C'est un peu plus compliqué que cela. En France, il y a à l'époque 2 "sortes" de juifs. Je m'excuse du terme, mais j'en trouve pas de plus approprié. IL y a les juifs vivant en France depuis plusieurs générations, voire des siècles et les juifs arrivés depuis 1, 2 générations. Le destin de ces 2 communautés est bien différent. Certains parlent de juifs français et de juifs étrangers, mais dans la seconde catégorie, il y a des gens qui avaient déjà reçu la nationalité française. A l'époque, dans certains discours on va parler de "français israélites" et de "juifs étrangers"; donc les gens qui parlent ainsi font une différence entre les français de confession israélite qu'ils considèrent comme intégrés et ceux qu'ils considèrent comme des corps étrangers qui ne cherchent qu'à vivre aux dépends des honnêtes français.

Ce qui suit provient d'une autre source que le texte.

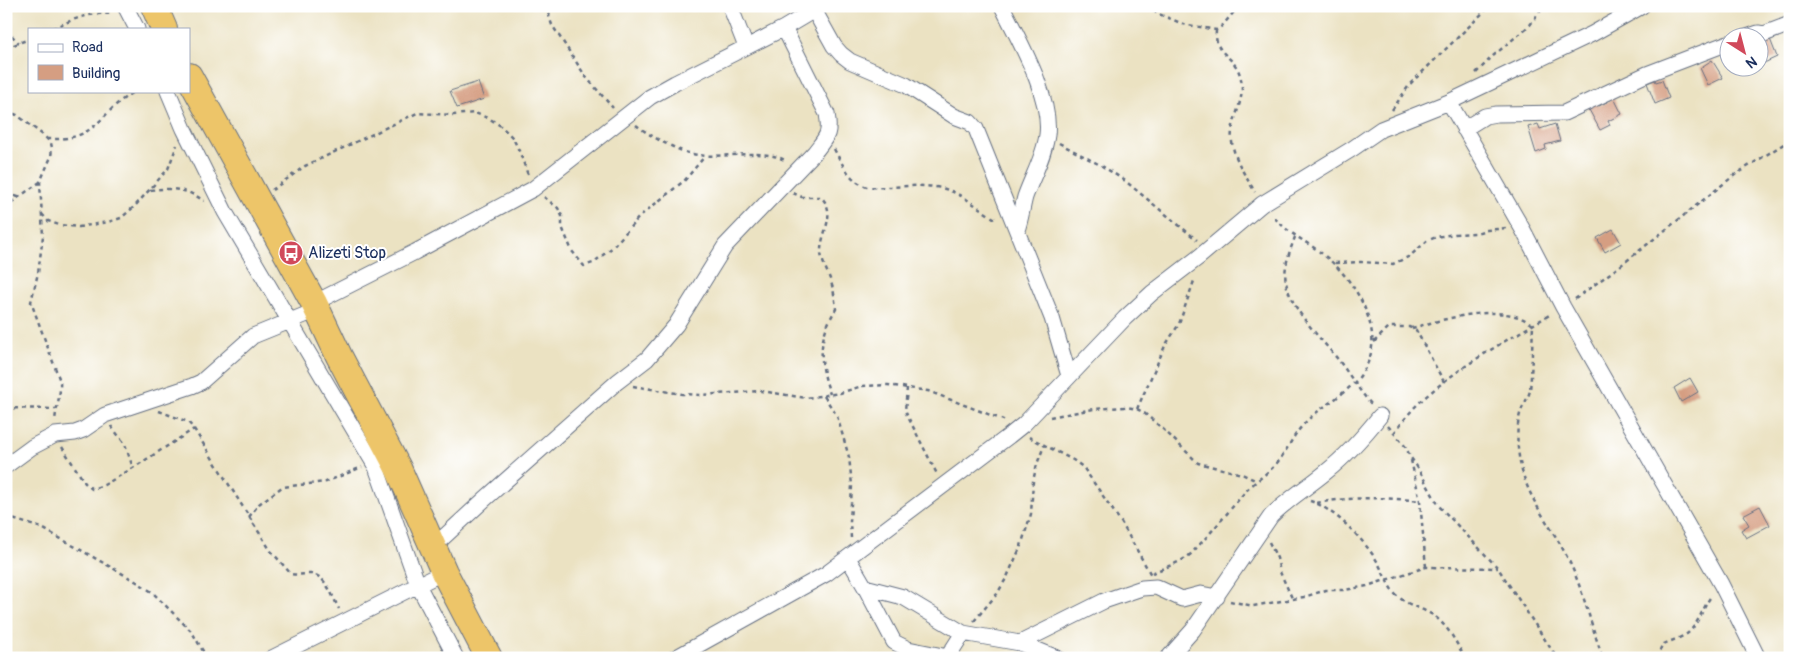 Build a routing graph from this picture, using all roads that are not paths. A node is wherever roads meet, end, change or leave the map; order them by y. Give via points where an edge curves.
1 (154, 6) edge
2 (730, 6) edge
3 (1002, 6) edge
4 (1642, 6) edge
5 (126, 8) edge
6 (817, 8) edge
7 (1790, 24) edge
8 (136, 28) edge
9 (164, 28) edge
10 (784, 28) junction
11 (1768, 32) edge
12 (746, 47) junction
13 (1718, 47) edge
14 (190, 78) edge
15 (168, 92) edge
16 (1449, 102) junction
17 (1464, 129) junction
18 (1017, 230) junction
19 (316, 306) junction
20 (289, 321) junction
21 (1069, 376) junction
22 (1380, 416) road end
23 (6, 466) edge
24 (433, 548) junction
25 (851, 556) junction
26 (444, 572) junction
27 (418, 585) junction
28 (865, 587) junction
29 (1217, 597) junction
30 (963, 633) junction
31 (1020, 643) junction
32 (1171, 656) edge
33 (947, 657) edge
34 (272, 658) edge
35 (456, 658) edge
36 (489, 658) edge
37 (675, 658) edge
38 (1057, 658) edge
39 (1758, 658) edge

1 - 9 highway
2 - 12 street
3 - 18 street via 1028,59 1042,97 1048,126
4 - 16 street via 1592,34
5 - 8 street
6 - 10 street
6 - 18 street via 834,46 850,61 906,84 972,124
7 - 11 street
10 - 12 street
10 - 24 street via 827,114 829,128 826,137 725,246 676,325 647,359 617,382
12 - 19 street via 650,97 533,189
13 - 17 street via 1647,74 1564,113 1496,114
14 - 19 highway
15 - 20 street via 225,212
16 - 17 street
16 - 21 street via 1381,129 1262,204 1152,293
17 - 39 street via 1524,230 1563,307 1721,584
18 - 21 street via 1052,318
19 - 20 street
19 - 24 highway via 398,468
20 - 23 street via 253,336 196,384 105,415 75,433 54,435
20 - 27 street via 376,467
21 - 25 street via 1021,427
22 - 29 street via 1349,452 1281,506 1262,527
24 - 26 highway
25 - 28 street
25 - 37 street via 804,587
26 - 27 street
26 - 36 highway
27 - 34 street
27 - 35 street
28 - 30 street via 903,597
28 - 33 street via 894,642 908,649
29 - 31 street via 1201,594 1178,599 1153,580 1142,588 1122,594
29 - 32 street
30 - 31 street
30 - 33 street
31 - 38 street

Serge Klarsfeld a établi un bilan statistique. Je reprend ce qu'en cite Henri Amouroux dans son livre "Pour en finir avec Vichy". La population de ce qu'on va aussi appeler les "juifs étrangers" représente environ 41% des juifs vivants en France à la déclaration de guerre.. Klarsfeld retient qu'il y eut environ 80 000 victimes de la Solution Finale parmi cette population.
Citer :
"Pour ce qui est de la proportion des Juifs français et des juifs étrangers dans le nombre de ces 80 000 victimes, on est fondé à répondre [...] qu'il y avait environ 24500 Français et 55000 étrangers. Parmi les 24 000 Juifs français, il y avait 8000 enfants de parents étrangers, ils n'étaient pas automatiquement français à la naissance, ils ne le devenaient que par une déclaration volontaire souscrite par leurs parents, soit à la naissance, soit plus tard, et ne le seraient restés qu'à la condition de ne pas renoncer à leur majorité à la nationalité française pour une autre nationalité. A ces 8000 enfants, s'ajoutent environ 8000 Juifs naturalisés. Ce qui laisse encore environ 8000 Juifs français dès leur naissance. On peut noter qu'environ 1500 d'entre eux sont nés en Algérie et 6500 en métropole."
Bref, 41% des juifs présents en France donnent 90% des victimes. Globalement, 1/4 des Juifs de France sera victime de la Shoah, mais 90% des victimes sont en France depuis moins de 2 générations. Il y a à cela 2 explications :
- soit les juifs étrangers étaient moins intégrés et n'ont pas su trouver des refuges sûrs. Actuellement, pas mal d'historiens pensent que la population française a spontanément caché les juifs rescapés;
- soit les juifs les plus visibles furent déportés en premier et seul le temps et la Libération a empêché que les autres ne le soient.
Je pense qu'il est quasi impossible de répondre à cette question. Mais, voici ce qu'en pense Serge Klarsfeld cité par le même Amouroux :
Citer :
Une comparaison avec les pertes juives dans une vingtaine d'autres pays faisant partie du Reich, établit que les seuls Etats qui ont perdu proportionnellement moins de Juifs sont l'Italie, la Bulgarie, le Danemark, dont le roi, le gouvernement, l'administration et la population ont sauvé de la déportation 93% des Juifs vivants dans leur pays, soit 6000 Juifs et la Finlande qui a sauvé tous ses Juifs et n'a livré aux nazis qu'une dizaine de Juifs étrangers. Mais il faut remarquer que le nombre total des Juifs de ces quatre pays additionnés n'atteint même pas le tiers de celui de la France. Ces données de faits doivent être prises en considérations si l'on veut que Vichy ne soit accusé que de ce dont il est responsable."